Необузданное веселье той эпохи лишь на первый взгляд могло показаться бездумным. Люди того времени жили напряженной внутренней жизнью. Никогда не было еще в Риме такого блеска талантов, такого страстного стремления к знаниям. Один знатный человек, Эмилий Павел, шурин Публия, вызвав лучших греческих наставников, учил своих детей грамматике, философии, риторике, мало того, — рисованию и лепке ( Plut. Paul., 6). Два других сенатора, Фабий Пиктор и Цинций, занялись римской историей. Фабий Лабеон и Попилий, оба консуляры, сочиняли стихи ( Suet. Terent., 4). Первый настоящий римский оратор Цетег, консул 204 года до н. э., был так красноречив, что восхищенный Энний назвал его «душой богини убеждения» ( Cic. Brut., 57–59). Ученейший юрист Секст Элий систематизировал право. Еще во времена Цицерона у всех судей на руках были его записки ( Cic. De or., I, 240; Brut., 79). Но всех превзошел Сульпиций Галл, тогда еще юноша (он лет на двадцать пять был моложе Публия). Знатнейшего рода, безукоризненной честности, сенатор и консул, Галл был человеком с изумительно тонким вкусом, наделенный любовью к красоте ( Cic. Brut., 78). И вот этот государственный муж сделался страстным астрономом и математиком. «Мы видели, как в своем рвении измерить чуть ли не все небо и землю тратил свои силы Гай Галл, — вспоминает одно лицо у Цицерона. — …Сколько раз рассвет заставал его за вычислениями, к которым он приступал ночью, сколько раз ночь заставала его за занятиями, начатыми утром! Какая для него была радость заранее предсказать нам затмение Солнца или Луны» ( Cic. Senect., 49).
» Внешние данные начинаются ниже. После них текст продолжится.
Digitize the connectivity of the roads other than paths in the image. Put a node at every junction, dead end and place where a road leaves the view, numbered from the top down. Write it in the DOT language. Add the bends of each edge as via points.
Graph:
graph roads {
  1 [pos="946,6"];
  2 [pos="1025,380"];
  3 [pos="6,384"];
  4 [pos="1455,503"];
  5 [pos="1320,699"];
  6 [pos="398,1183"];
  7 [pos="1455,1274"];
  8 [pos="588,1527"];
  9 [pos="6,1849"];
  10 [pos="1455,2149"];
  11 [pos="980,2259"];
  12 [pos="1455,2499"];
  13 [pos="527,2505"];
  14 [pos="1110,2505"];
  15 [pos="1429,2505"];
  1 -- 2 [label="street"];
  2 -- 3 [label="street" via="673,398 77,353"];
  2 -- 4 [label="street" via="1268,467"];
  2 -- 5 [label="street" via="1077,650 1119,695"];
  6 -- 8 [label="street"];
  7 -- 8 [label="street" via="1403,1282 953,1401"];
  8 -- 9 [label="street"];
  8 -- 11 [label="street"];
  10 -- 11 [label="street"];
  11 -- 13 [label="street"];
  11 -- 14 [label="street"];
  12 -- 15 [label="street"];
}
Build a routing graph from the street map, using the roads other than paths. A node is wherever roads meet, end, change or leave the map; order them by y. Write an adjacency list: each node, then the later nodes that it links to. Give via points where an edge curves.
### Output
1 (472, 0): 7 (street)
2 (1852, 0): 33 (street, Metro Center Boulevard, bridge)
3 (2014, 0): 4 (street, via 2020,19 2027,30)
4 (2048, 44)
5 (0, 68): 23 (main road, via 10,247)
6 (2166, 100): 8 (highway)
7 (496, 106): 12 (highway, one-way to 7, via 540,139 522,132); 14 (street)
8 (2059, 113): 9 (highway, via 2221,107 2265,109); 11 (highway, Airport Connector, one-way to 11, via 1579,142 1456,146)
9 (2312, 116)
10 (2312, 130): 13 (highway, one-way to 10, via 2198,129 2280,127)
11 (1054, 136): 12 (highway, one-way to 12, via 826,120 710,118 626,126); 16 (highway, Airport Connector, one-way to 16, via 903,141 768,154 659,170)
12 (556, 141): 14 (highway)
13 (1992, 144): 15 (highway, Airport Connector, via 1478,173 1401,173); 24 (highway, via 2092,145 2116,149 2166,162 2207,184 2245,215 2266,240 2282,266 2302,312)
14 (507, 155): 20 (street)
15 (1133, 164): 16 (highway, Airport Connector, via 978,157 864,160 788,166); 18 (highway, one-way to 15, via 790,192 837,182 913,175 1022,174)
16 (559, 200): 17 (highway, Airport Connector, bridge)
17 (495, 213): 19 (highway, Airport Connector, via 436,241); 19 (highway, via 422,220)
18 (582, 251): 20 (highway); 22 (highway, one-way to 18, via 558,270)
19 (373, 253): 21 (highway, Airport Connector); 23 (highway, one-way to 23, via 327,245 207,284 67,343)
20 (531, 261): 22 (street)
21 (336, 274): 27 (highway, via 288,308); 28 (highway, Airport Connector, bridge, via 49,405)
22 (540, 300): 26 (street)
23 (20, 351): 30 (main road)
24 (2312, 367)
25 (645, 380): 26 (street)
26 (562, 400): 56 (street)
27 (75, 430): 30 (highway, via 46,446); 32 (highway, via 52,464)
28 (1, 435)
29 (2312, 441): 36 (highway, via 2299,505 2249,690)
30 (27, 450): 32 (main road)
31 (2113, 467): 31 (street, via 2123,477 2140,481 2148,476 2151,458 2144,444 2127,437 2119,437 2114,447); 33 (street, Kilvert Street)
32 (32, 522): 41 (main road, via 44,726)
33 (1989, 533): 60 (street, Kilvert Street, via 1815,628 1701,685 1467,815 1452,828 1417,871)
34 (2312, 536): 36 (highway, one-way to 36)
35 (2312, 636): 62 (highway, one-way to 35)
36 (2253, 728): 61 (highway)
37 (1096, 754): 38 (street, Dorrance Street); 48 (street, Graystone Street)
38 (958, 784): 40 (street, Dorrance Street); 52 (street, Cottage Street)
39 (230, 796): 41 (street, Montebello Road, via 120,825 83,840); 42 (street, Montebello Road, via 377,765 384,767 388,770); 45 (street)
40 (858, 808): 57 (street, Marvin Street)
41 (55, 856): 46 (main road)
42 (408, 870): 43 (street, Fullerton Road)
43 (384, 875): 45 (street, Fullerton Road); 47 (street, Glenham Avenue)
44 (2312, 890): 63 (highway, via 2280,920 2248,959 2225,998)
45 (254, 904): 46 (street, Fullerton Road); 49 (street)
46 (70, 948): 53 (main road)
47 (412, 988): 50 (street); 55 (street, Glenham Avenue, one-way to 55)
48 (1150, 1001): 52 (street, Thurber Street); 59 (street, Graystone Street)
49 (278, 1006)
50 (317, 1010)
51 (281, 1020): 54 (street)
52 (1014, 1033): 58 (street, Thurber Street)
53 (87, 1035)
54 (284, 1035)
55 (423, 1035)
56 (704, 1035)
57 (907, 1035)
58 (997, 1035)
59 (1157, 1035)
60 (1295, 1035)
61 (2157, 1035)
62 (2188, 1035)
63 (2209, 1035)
Красноречие, юриспруденция, история были детьми той блестящей эпохи. {50} Но, пожалуй, никто из служителей изящных искусств не прославился так, как отец римской поэзии, любимый поэт Цицерона и Лукреция, образец для Вергилия, тот, «кто первым принес с высот Геликона вечнозеленый венец» в Италию, — Квинт Энний ( Lucr., I, 117–118).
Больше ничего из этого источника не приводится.